Over time I've read a number of articles and some books regarding the impact of tourism on local communities. Opinions vary from those officials who would open up the floodgates for real estate development regardless of the consequences, to opponents who believe, in one person's words, that "tourism is whorism." I believe that the answer is somewhere in the middle of these two extremes. If tourism is not seen as the only path to economic growth, and care is taken to maintain the culture and the environment even in the midst of the development, tourism can have a mainly beneficial effect on the economy of the area in question.

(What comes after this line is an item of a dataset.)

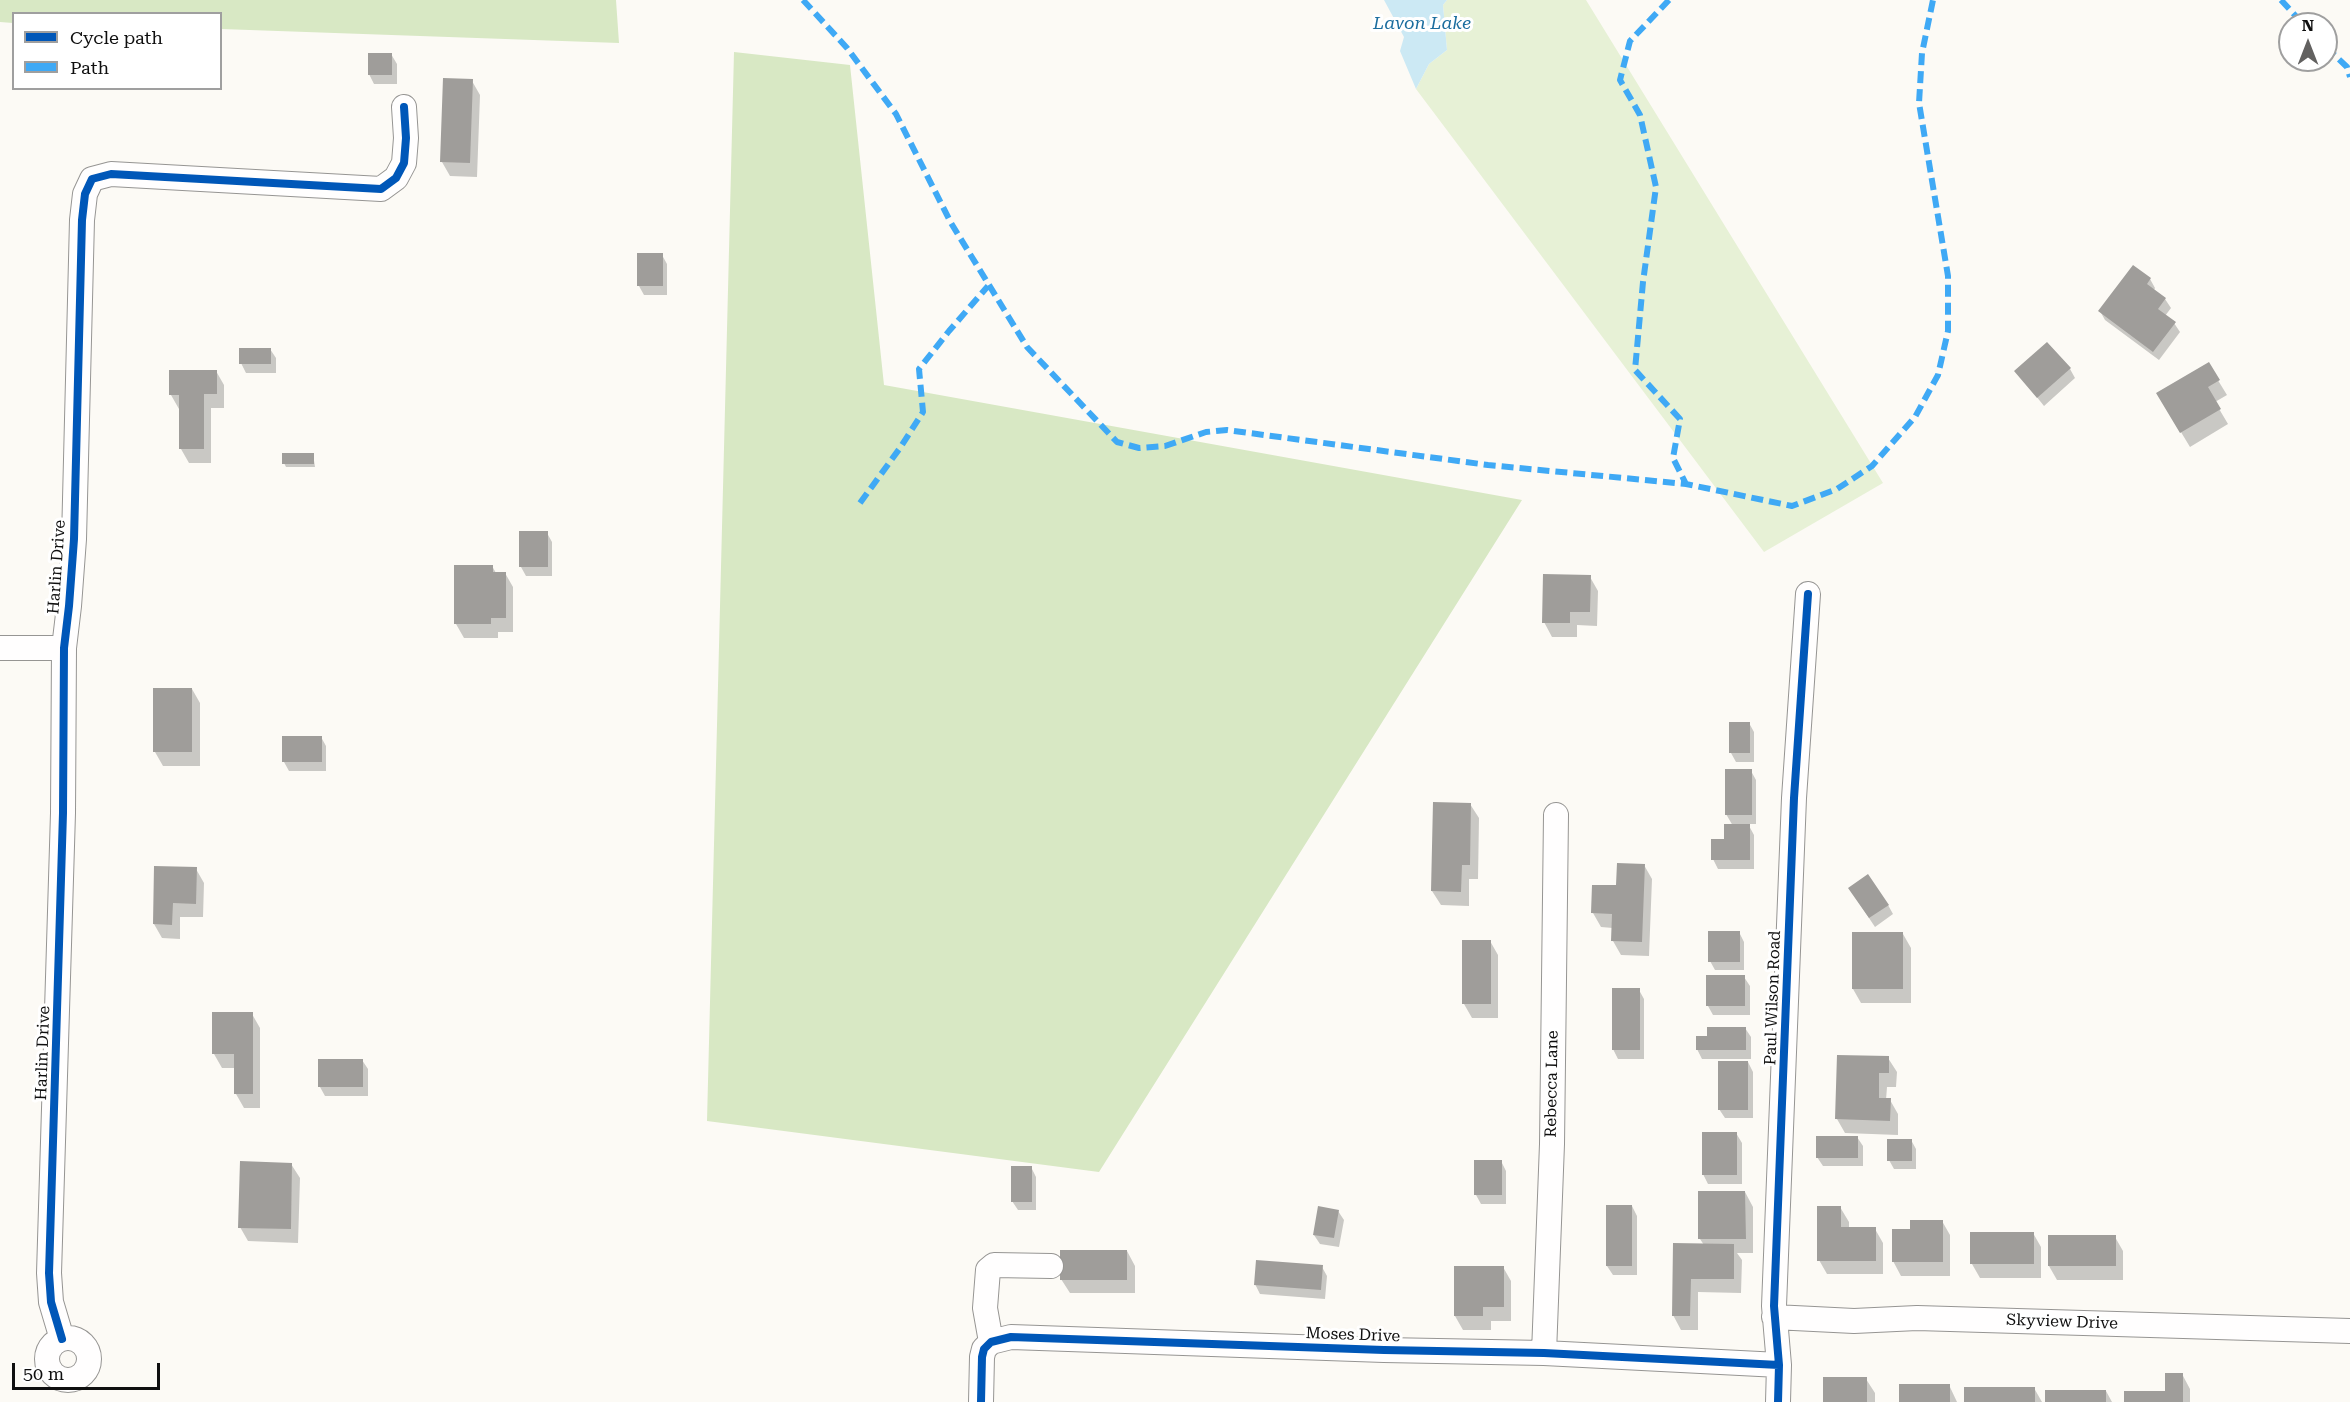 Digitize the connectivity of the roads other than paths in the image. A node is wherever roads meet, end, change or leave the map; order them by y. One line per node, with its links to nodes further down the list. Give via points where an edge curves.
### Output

I was confronted by the paradox while on vacation in the Bahamas, specifically Paradise Island, a prime example of a tourist enclave. After eating dinner, we were walking along the "Harbourside Village" which is an extension of the nearby Atlantis resort, when we came across this traditional Bahamian "rake n' scrape" band, complete with harmonica, tub drum and musical saw, ironically after we left the Johnny Rockets in the background. (For those of you who may question our food choice, I should mention that our family also managed to eat locally caught fish at a more traditional setting on another occasion.) Evidently the opportunity to earn some money was one motivator for the group to perform at this location, and the resort provided that venue, which in turn motivates the musicians to continue playing their traditional music. (Music researchers have found examples of musicians who haven't played the traditional music in years, which is the first indication of the tradition's potential disappearance.) As long as there isn't pressure to make changes to the music to please the tourists, both the resort and the musicians benefit.
There is much more that can be said about this debate, and I confess not being completely sure how to maintain the happy medium in all the possible scenarios. What I can say in summary is that people need income, but not at the cost of their souls, so to speak.